I personally haven't had a passenger with a bicycle get in my car. But I was once a passenger with a bicycle. In the late evening time in early December 2016 in Sacramento, CA. I rode my Specialized Allez to my friend house, which was 20+ miles away from where I was living at the time. I requested a Lyft and he came in a hatchback vehicle. It was night time so I couldn't make out the make & model. But I was really careful and I disassembled my road bike on some grass and gently placed my Specialized piece by piece in the guys boot. It fitted perfectly fine.


----------



## tohunt4me

nickd8775 said:


> Anyone ever have a passenger with a bicycle in your car? I used to ride my bike a lot before Uber started and there were times I wish I could have taken my bike in an Uber. Bad weather, mechanical problems, wind blowing the wrong way, running late, steep hill, road inaccessible to bikes, etc.


Some uber drivers in my city ride around with bike racks loaded with bikes.
TO BLOCK TRAFFIC CAM PICTURES !



Chraniac said:


> I personally haven't had a passenger with a bicycle get in my car. But I was once a passenger with a bicycle. In the late evening time in early December 2016 in Sacramento, CA. I rode my Specialized Allez to my friend house, which was 20+ miles away from where I was living at the time.

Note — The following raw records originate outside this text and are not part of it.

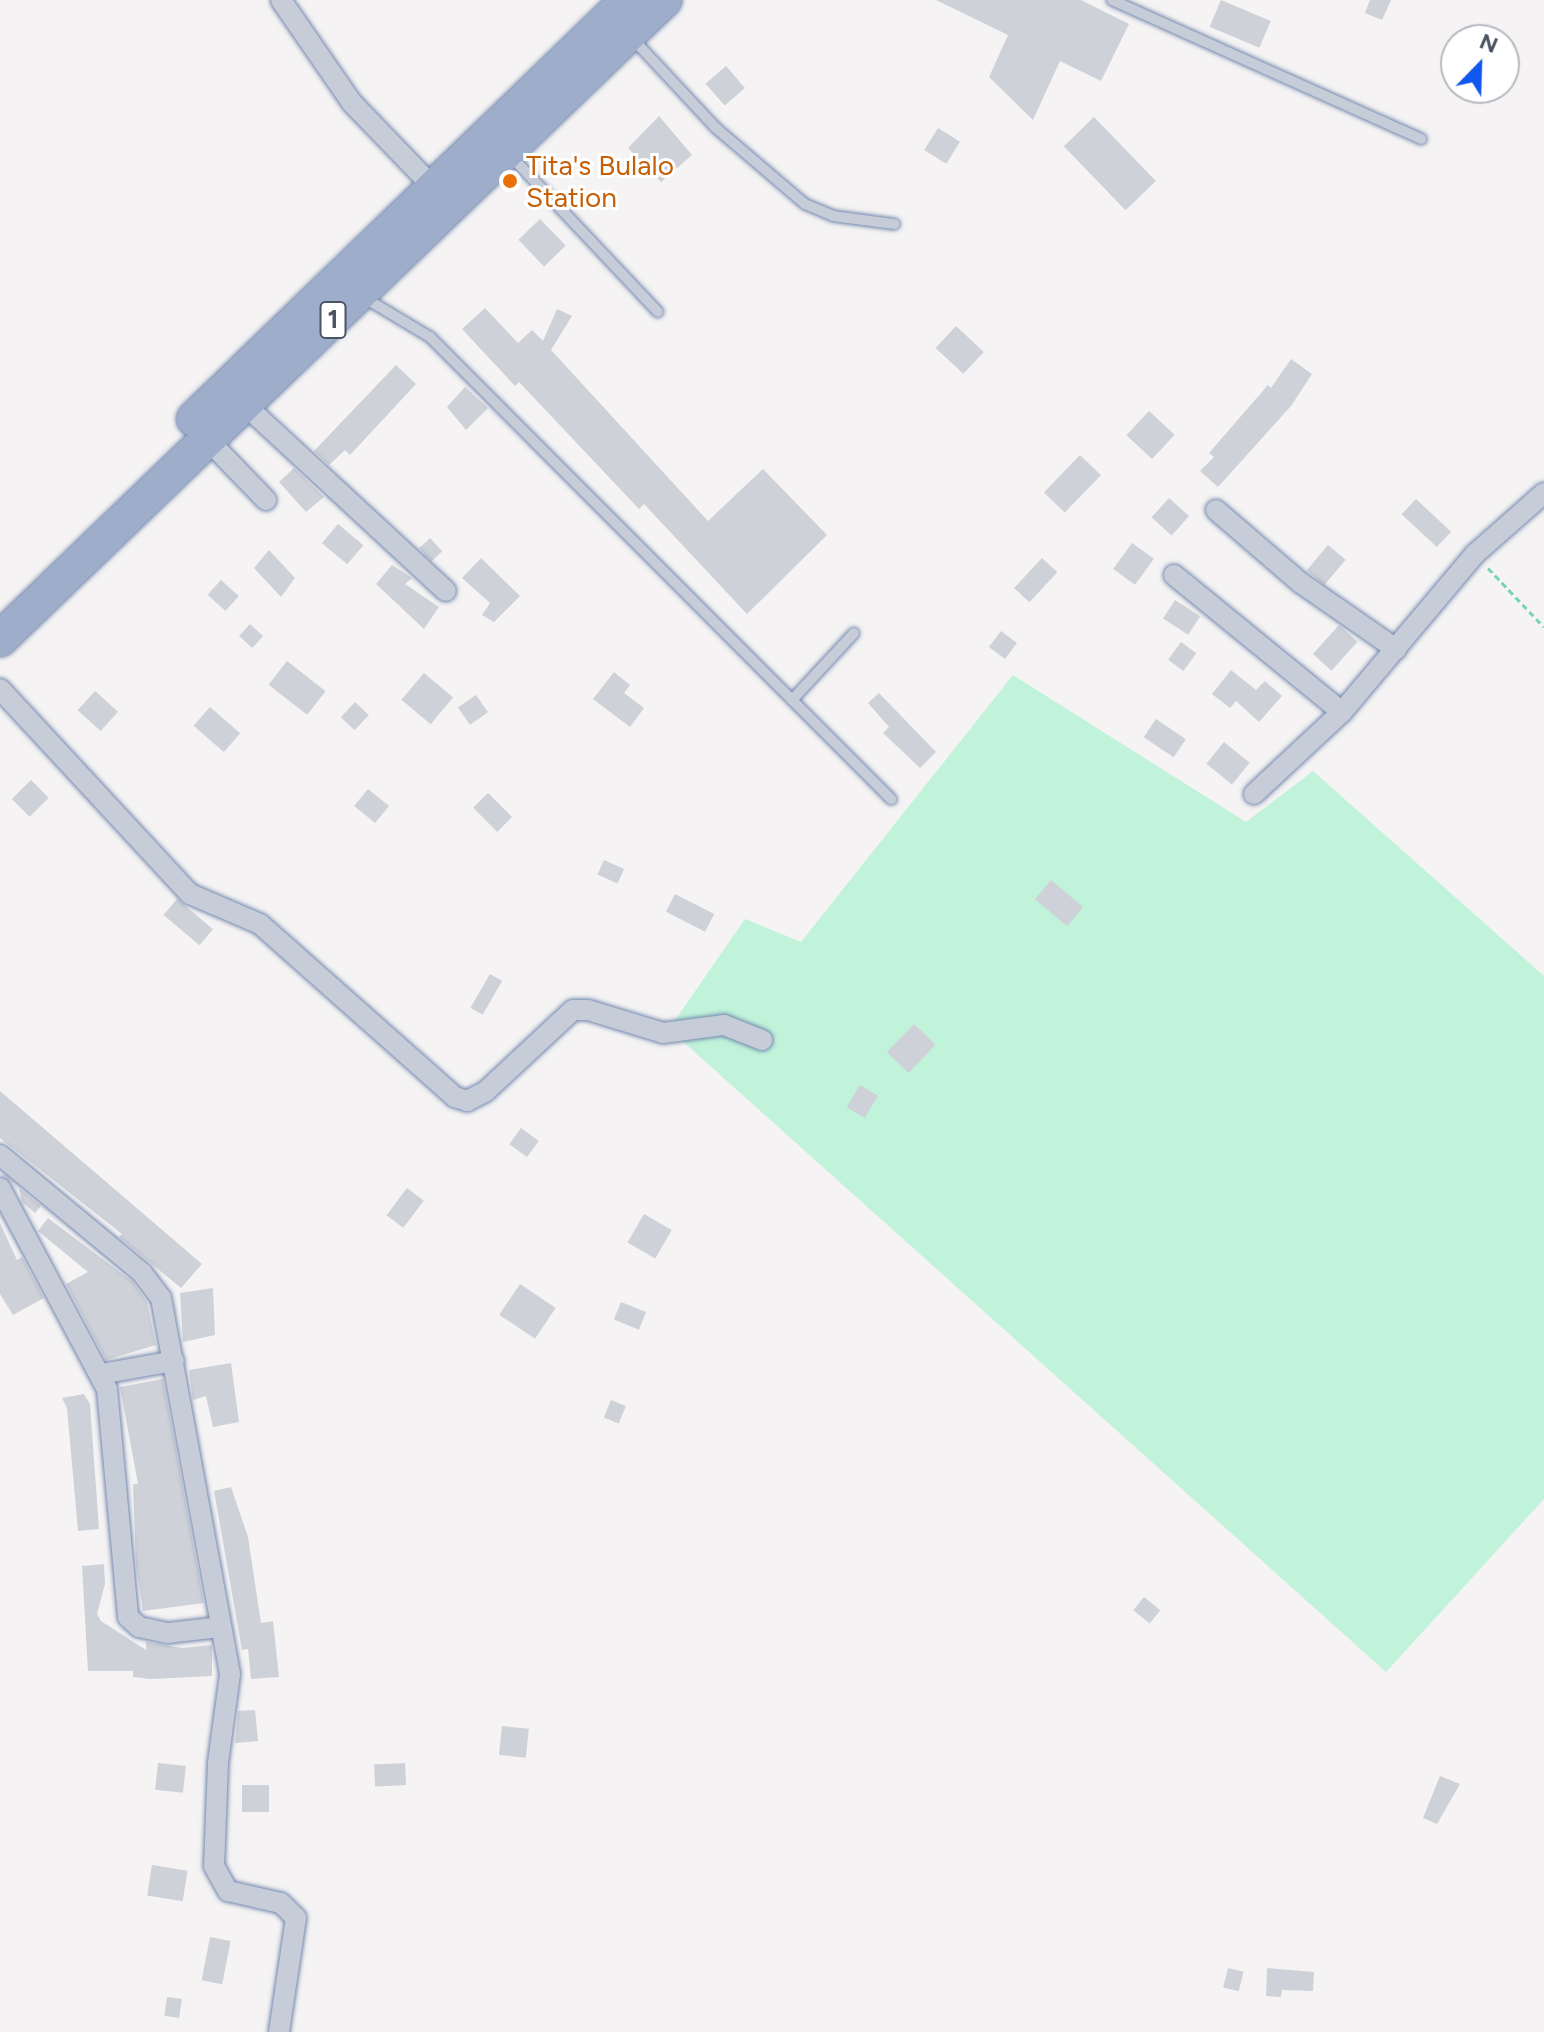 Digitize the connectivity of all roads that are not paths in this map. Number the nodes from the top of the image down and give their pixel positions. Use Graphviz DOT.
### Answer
graph roads {
  1 [pos="281,0"];
  2 [pos="1112,0"];
  3 [pos="653,1"];
  4 [pos="629,34"];
  5 [pos="1421,139"];
  6 [pos="507,152"];
  7 [pos="434,188"];
  8 [pos="894,224"];
  9 [pos="351,285"];
  10 [pos="658,312"];
  11 [pos="244,404"];
  12 [pos="207,439"];
  13 [pos="1544,493"];
  14 [pos="266,500"];
  15 [pos="1216,510"];
  16 [pos="1174,575"];
  17 [pos="446,591"];
  18 [pos="0,606"];
  19 [pos="854,633"];
  20 [pos="0,639"];
  21 [pos="1396,649"];
  22 [pos="0,689"];
  23 [pos="792,700"];
  24 [pos="1342,712"];
  25 [pos="1254,794"];
  26 [pos="891,799"];
  27 [pos="762,1040"];
  28 [pos="0,1155"];
  29 [pos="0,1188"];
  30 [pos="174,1361"];
  31 [pos="101,1374"];
  32 [pos="221,1627"];
  33 [pos="279,2032"];
  1 -- 7 [label="street"];
  2 -- 5 [label="lane"];
  3 -- 4 [label="highway, 1"];
  3 -- 7 [label="highway, 1"];
  4 -- 6 [label="highway, 1"];
  4 -- 8 [label="lane"];
  6 -- 9 [label="highway, 1"];
  6 -- 10 [label="lane"];
  7 -- 9 [label="highway, 1"];
  9 -- 11 [label="highway, 1"];
  9 -- 18 [label="highway, 1"];
  9 -- 23 [label="lane"];
  11 -- 12 [label="highway, 1"];
  11 -- 17 [label="street"];
  12 -- 14 [label="street"];
  12 -- 20 [label="highway, 1"];
  13 -- 21 [label="street"];
  15 -- 21 [label="street"];
  16 -- 24 [label="street"];
  19 -- 23 [label="lane"];
  21 -- 24 [label="street"];
  22 -- 27 [label="street"];
  23 -- 26 [label="lane"];
  24 -- 25 [label="street"];
  28 -- 30 [label="street"];
  29 -- 31 [label="street"];
  30 -- 31 [label="street"];
  30 -- 32 [label="street"];
  31 -- 32 [label="street"];
  32 -- 33 [label="street"];
} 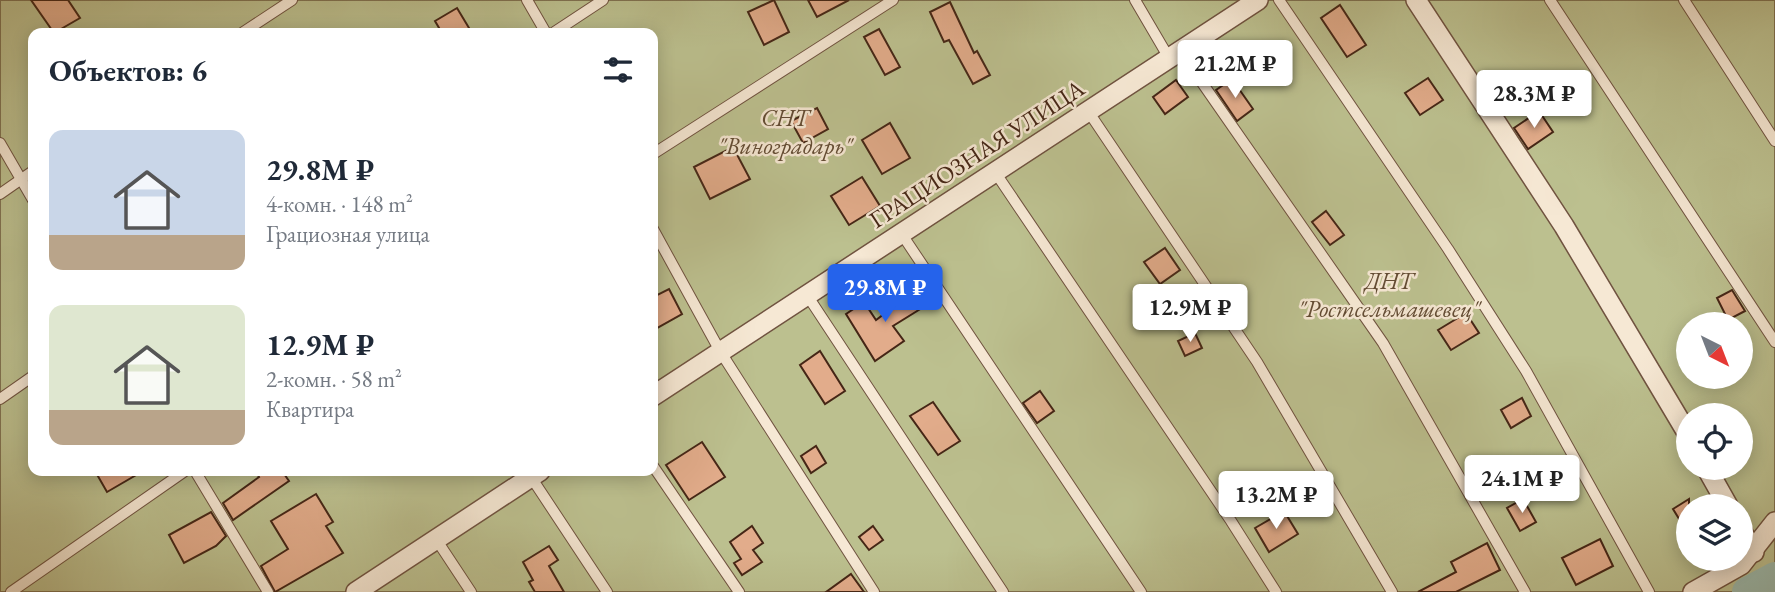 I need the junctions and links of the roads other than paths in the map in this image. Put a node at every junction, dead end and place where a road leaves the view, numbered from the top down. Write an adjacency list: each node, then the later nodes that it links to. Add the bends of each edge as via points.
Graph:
1 (292, 0): 11 (lane)
2 (527, 0): 12 (lane)
3 (603, 0): 13 (lane)
4 (893, 0): 18 (lane)
5 (1135, 0): 14 (lane)
6 (1258, 0): 14 (street, ГРАЦИОЗНАЯ УЛИЦА)
7 (1279, 0): 53 (lane, via 1526,371)
8 (1416, 0): 32 (street, via 1564,226)
9 (1550, 0): 27 (lane)
10 (1684, 0): 16 (lane)
11 (250, 28)
12 (543, 28)
13 (561, 28)
14 (1174, 55): 15 (street, ГРАЦИОЗНАЯ УЛИЦА); 52 (lane, via 1383,343)
15 (1088, 111): 19 (street, ГРАЦИОЗНАЯ УЛИЦА); 51 (lane, via 1256,362)
16 (1775, 141)
17 (0, 143): 21 (lane)
18 (658, 151)
19 (995, 172): 24 (street, ГРАЦИОЗНАЯ УЛИЦА); 50 (lane)
20 (28, 175): 21 (lane)
21 (21, 180): 22 (lane); 23 (lane)
22 (28, 192)
23 (0, 194)
24 (901, 233): 26 (street, ГРАЦИОЗНАЯ УЛИЦА); 49 (lane)
25 (658, 238): 28 (lane)
26 (807, 295): 28 (street, ГРАЦИОЗНАЯ УЛИЦА); 48 (lane)
27 (1775, 342)
28 (720, 351): 30 (street, ГРАЦИОЗНАЯ УЛИЦА); 47 (lane)
29 (28, 379): 31 (lane)
30 (658, 393)
31 (0, 399)
32 (1676, 414)
33 (658, 473): 46 (lane)
34 (178, 476): 41 (lane)
35 (198, 476): 42 (lane)
36 (532, 476): 39 (street)
37 (536, 476): 45 (lane)
38 (1775, 522): 40 (street)
39 (436, 539): 43 (street); 44 (lane)
40 (1754, 552): 54 (street, via 1741,565)
41 (11, 592)
42 (268, 592)
43 (356, 592)
44 (471, 592)
45 (607, 592)
46 (739, 592)
47 (874, 592)
48 (1003, 592)
49 (1141, 592)
50 (1276, 592)
51 (1392, 592)
52 (1525, 592)
53 (1649, 592)
54 (1693, 592)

I requested a Lyft and he came in a hatchback vehicle. It was night time so I couldn't make out the make & model. But I was really careful and I disassembled my road bike on some grass and gently placed my Specialized piece by piece in the guys boot. It fitted perfectly fine.


Fold down the back seat.
My model has a trunk.
Back seats fold down for extended cargo.
Bicycle can easily fit.


----------



## Chraniac

tohunt4me said:


> Fold down the back seat.
> My model has a trunk.
> Back seats fold down for extended cargo.
> Bicycle can easily fit.


Spot on. Precisely what the hatchback Lyft driver did to accommodate my beautiful Specialized Allez.


----------



## 1rightwinger

Yes. I picked up a guy during a rainstorm with a bike. I drive ford expedition so he requested xl. Folded back seats down. Easy fit. He said prior driver canceled on him when he showed up and saw the bike. I said "oh he must have had a prius" the guy said no it was a suburban. I don't get why another xl vehicle wouldn't take the ride.


----------



## JimKE

I've had two.

The first was a guy picking his bike up from the shop. He ordered XL and called me to ask if it was okay. I'm a cyclist and was prepared, so I said sure. Drove him to the bike shop and back. I drive an SUV, put the seats down, put a cheap plastic tablecloth down and it was no problem. No tip, which was tacky, but we had a nice ride.

The other was a college girl riding to school who had a flat. She ordered X, I was right around the corner, there's a bike shop at the college, and she was lucky. Easy quick ride and a $5 tip.


----------



## Michael-MS

Had a wheelchair.. It just barely fit in my trunk with 3pax. My seats fold back so a bike would be no problem with 1 Pax.


----------



## driverx.nj

No Bike but a pair of riders with one wheelchair.


----------